## THE PROBLEM
Every record below must be retyped exactly, with the pictures left out.

━━━━━ INFORMATION PROVIDED

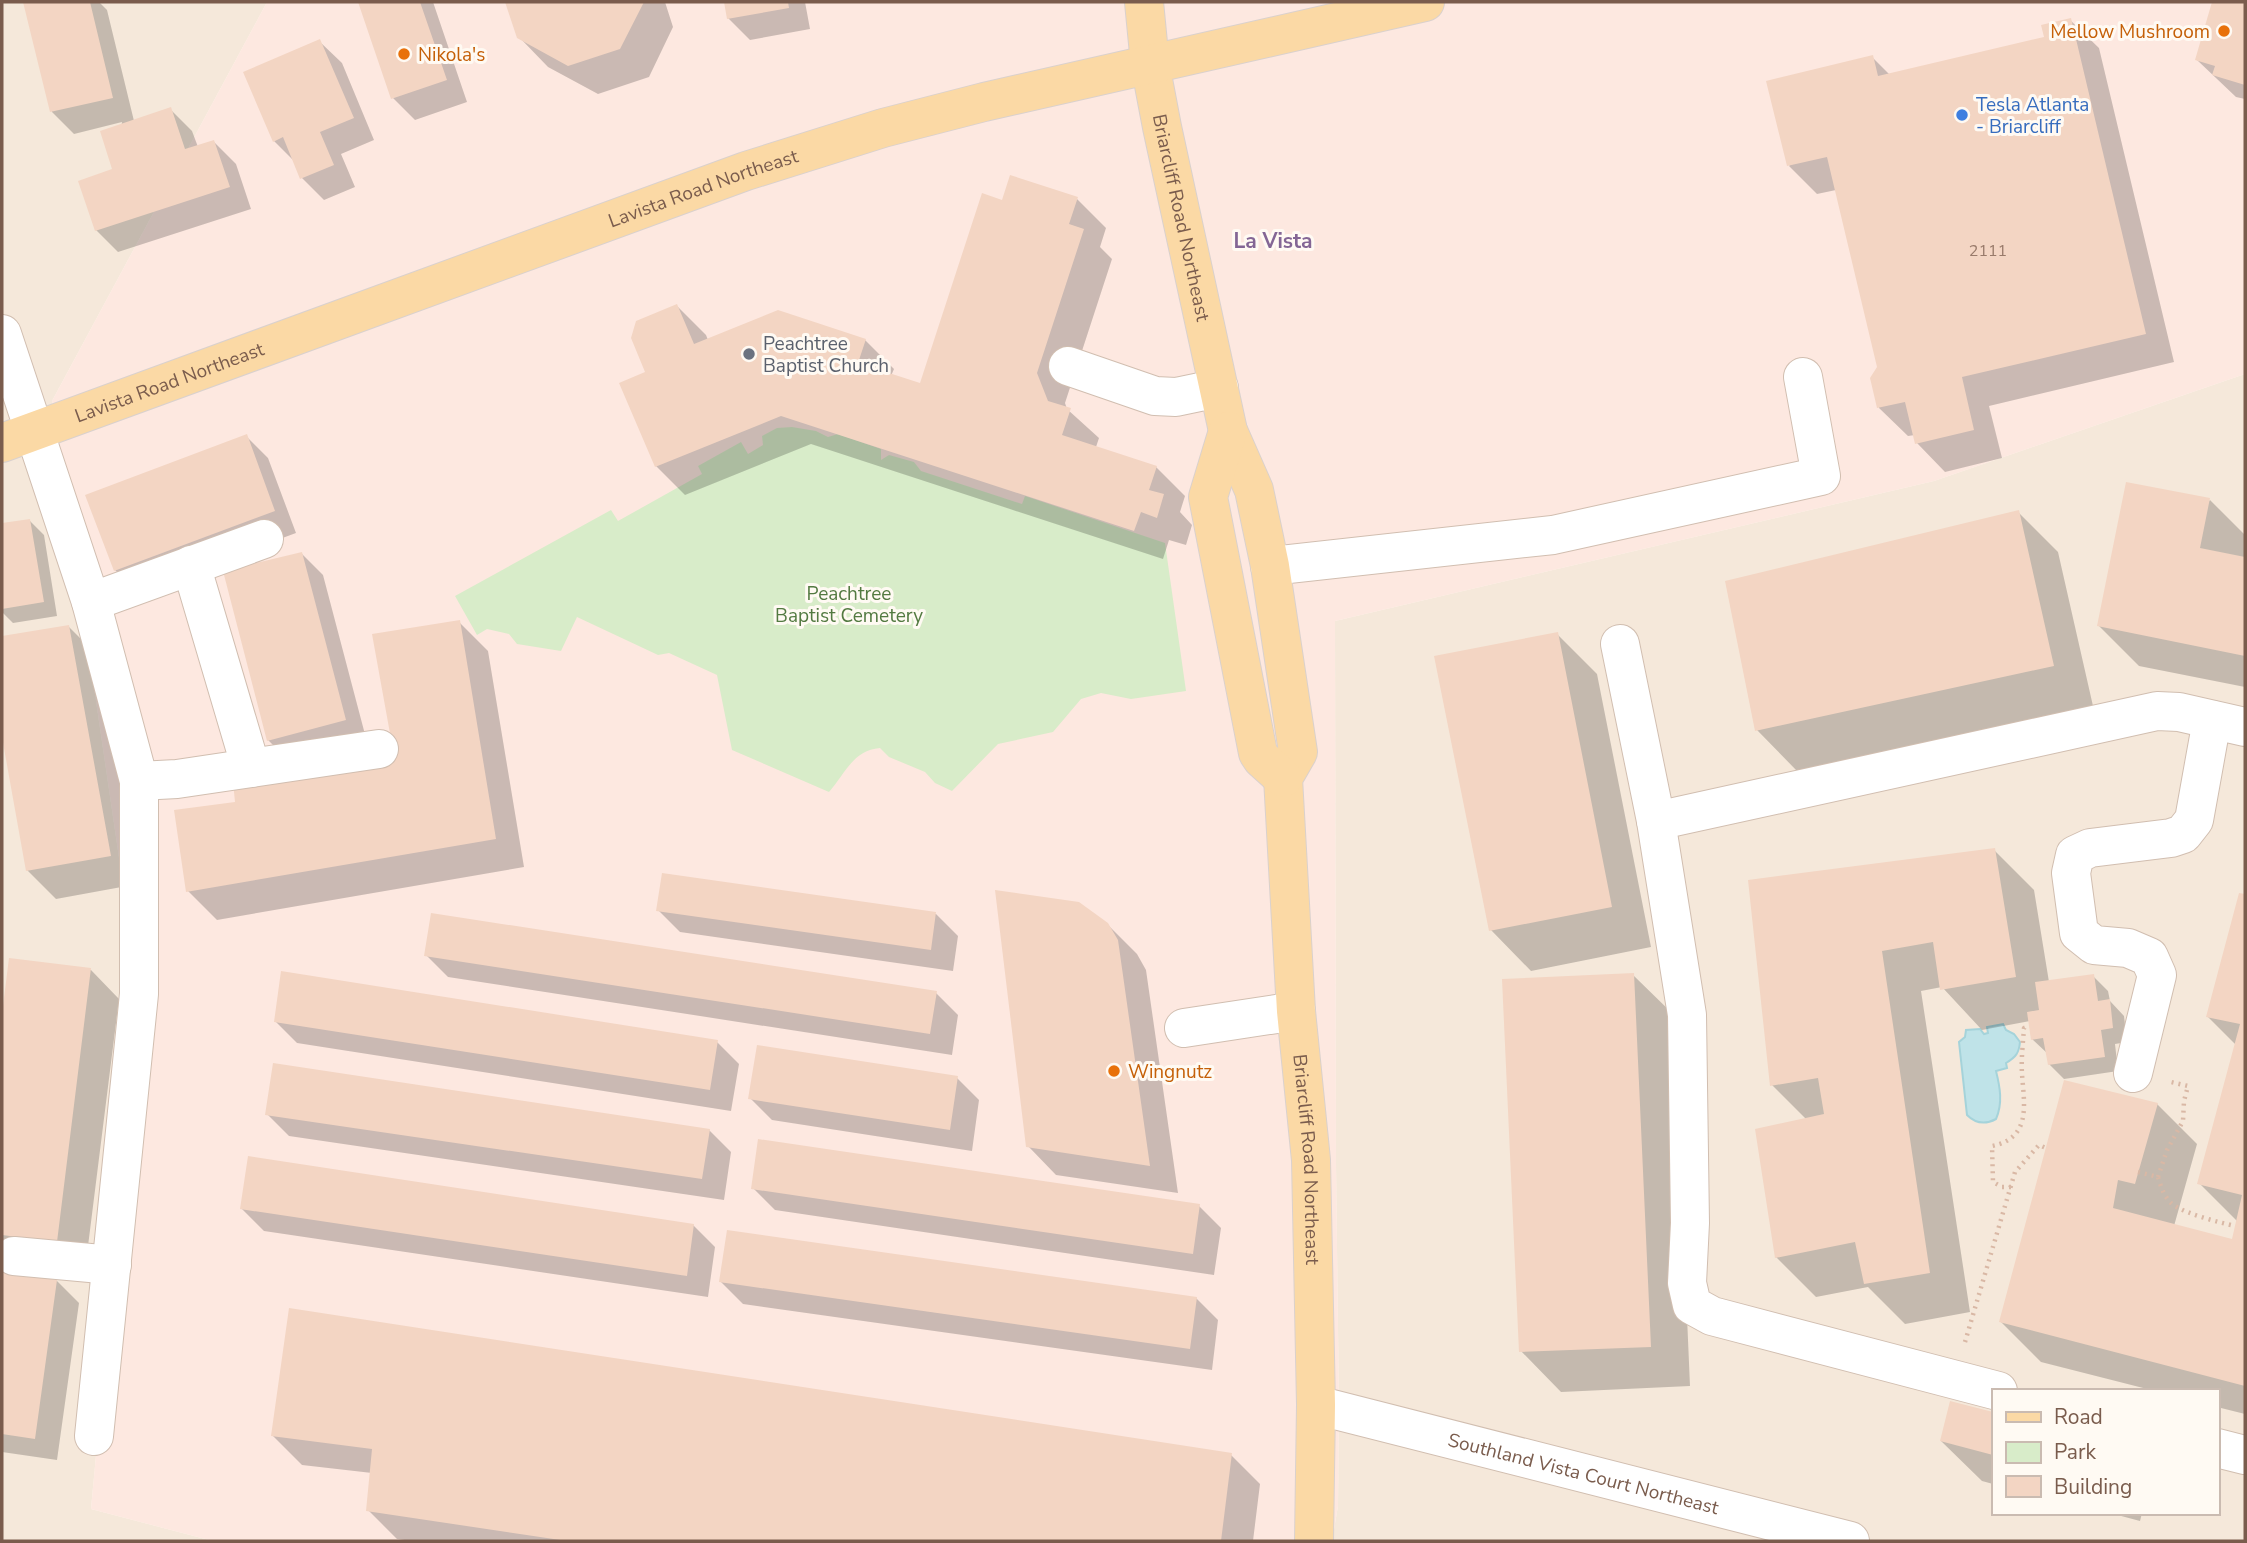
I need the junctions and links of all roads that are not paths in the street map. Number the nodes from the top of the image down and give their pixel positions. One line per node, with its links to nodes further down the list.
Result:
1 (1144, 2): 3 (main road, Briarcliff Road Northeast)
2 (1425, 2): 3 (main road, Lavista Road Northeast)
3 (1150, 64): 7 (main road, Briarcliff Road Northeast); 9 (main road, Lavista Road Northeast)
4 (2, 334): 9 (street)
5 (1068, 366): 7 (street)
6 (1802, 377): 12 (street)
7 (1219, 388): 8 (main road, Briarcliff Road Northeast)
8 (1228, 431): 12 (main road, Briarcliff Road Northeast); 18 (main road, Briarcliff Road Northeast)
9 (17, 437): 13 (street)
10 (264, 539): 11 (street)
11 (191, 565): 13 (street); 17 (street)
12 (1270, 566): 18 (main road, Briarcliff Road Northeast)
13 (91, 602): 19 (street)
14 (1620, 644): 20 (street)
15 (2229, 724): 20 (street); 23 (street)
16 (379, 749): 17 (street)
17 (251, 768): 19 (street)
18 (1283, 778): 21 (main road, Briarcliff Road Northeast)
19 (139, 780): 25 (street)
20 (1656, 821): 26 (street)
21 (1296, 1011): 22 (street); 27 (main road, Briarcliff Road Northeast)
22 (1184, 1028)
23 (2133, 1073)
24 (14, 1256): 25 (street)
25 (111, 1265): 28 (street)
26 (1992, 1390)
27 (1316, 1405): 31 (main road, Briarcliff Road Northeast); 32 (street, Southland Vista Court Northeast)
28 (94, 1436)
29 (2219, 1448): 30 (street)
30 (2245, 1455)
31 (1314, 1541)
32 (1850, 1541)

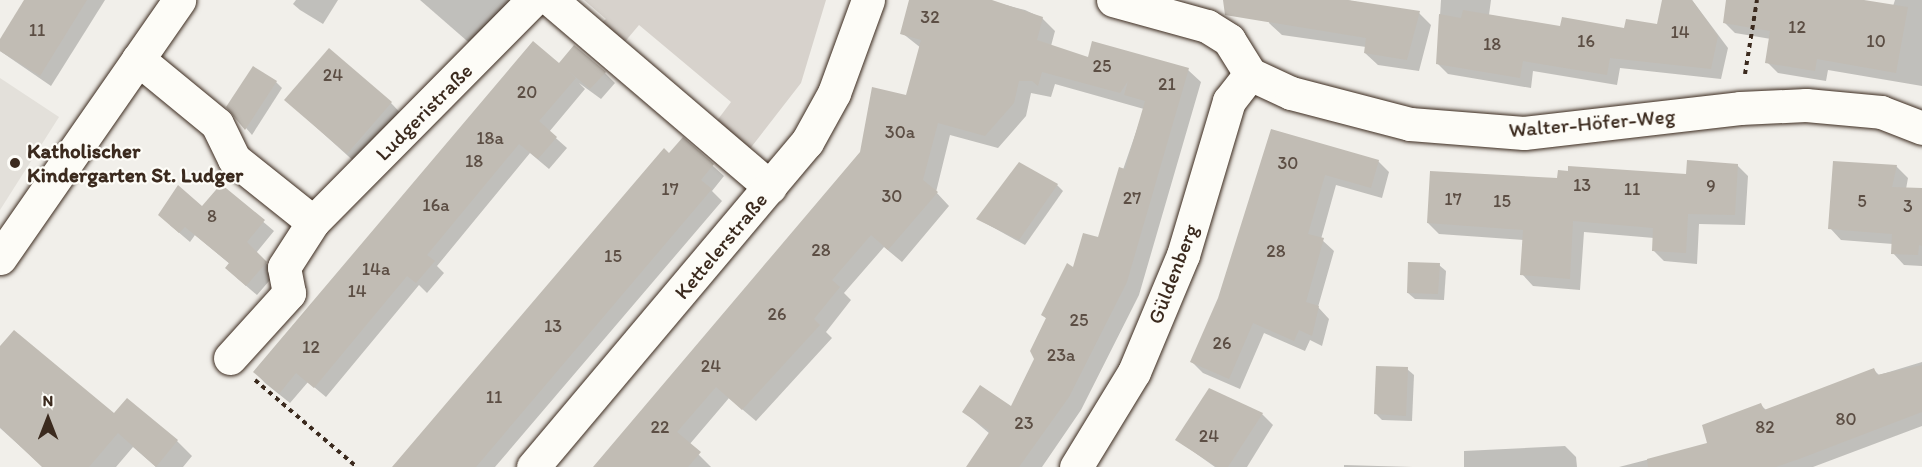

━━━━━━━━━━

## TASK OUTPUT
I need the junctions and links of all roads that are not paths in the street map. Number the nodes from the top of the image down and give their pixel positions. One line per node, with its links to nodes further down the list.
Result:
1 (1144, 2): 3 (main road, Briarcliff Road Northeast)
2 (1425, 2): 3 (main road, Lavista Road Northeast)
3 (1150, 64): 7 (main road, Briarcliff Road Northeast); 9 (main road, Lavista Road Northeast)
4 (2, 334): 9 (street)
5 (1068, 366): 7 (street)
6 (1802, 377): 12 (street)
7 (1219, 388): 8 (main road, Briarcliff Road Northeast)
8 (1228, 431): 12 (main road, Briarcliff Road Northeast); 18 (main road, Briarcliff Road Northeast)
9 (17, 437): 13 (street)
10 (264, 539): 11 (street)
11 (191, 565): 13 (street); 17 (street)
12 (1270, 566): 18 (main road, Briarcliff Road Northeast)
13 (91, 602): 19 (street)
14 (1620, 644): 20 (street)
15 (2229, 724): 20 (street); 23 (street)
16 (379, 749): 17 (street)
17 (251, 768): 19 (street)
18 (1283, 778): 21 (main road, Briarcliff Road Northeast)
19 (139, 780): 25 (street)
20 (1656, 821): 26 (street)
21 (1296, 1011): 22 (street); 27 (main road, Briarcliff Road Northeast)
22 (1184, 1028)
23 (2133, 1073)
24 (14, 1256): 25 (street)
25 (111, 1265): 28 (street)
26 (1992, 1390)
27 (1316, 1405): 31 (main road, Briarcliff Road Northeast); 32 (street, Southland Vista Court Northeast)
28 (94, 1436)
29 (2219, 1448): 30 (street)
30 (2245, 1455)
31 (1314, 1541)
32 (1850, 1541)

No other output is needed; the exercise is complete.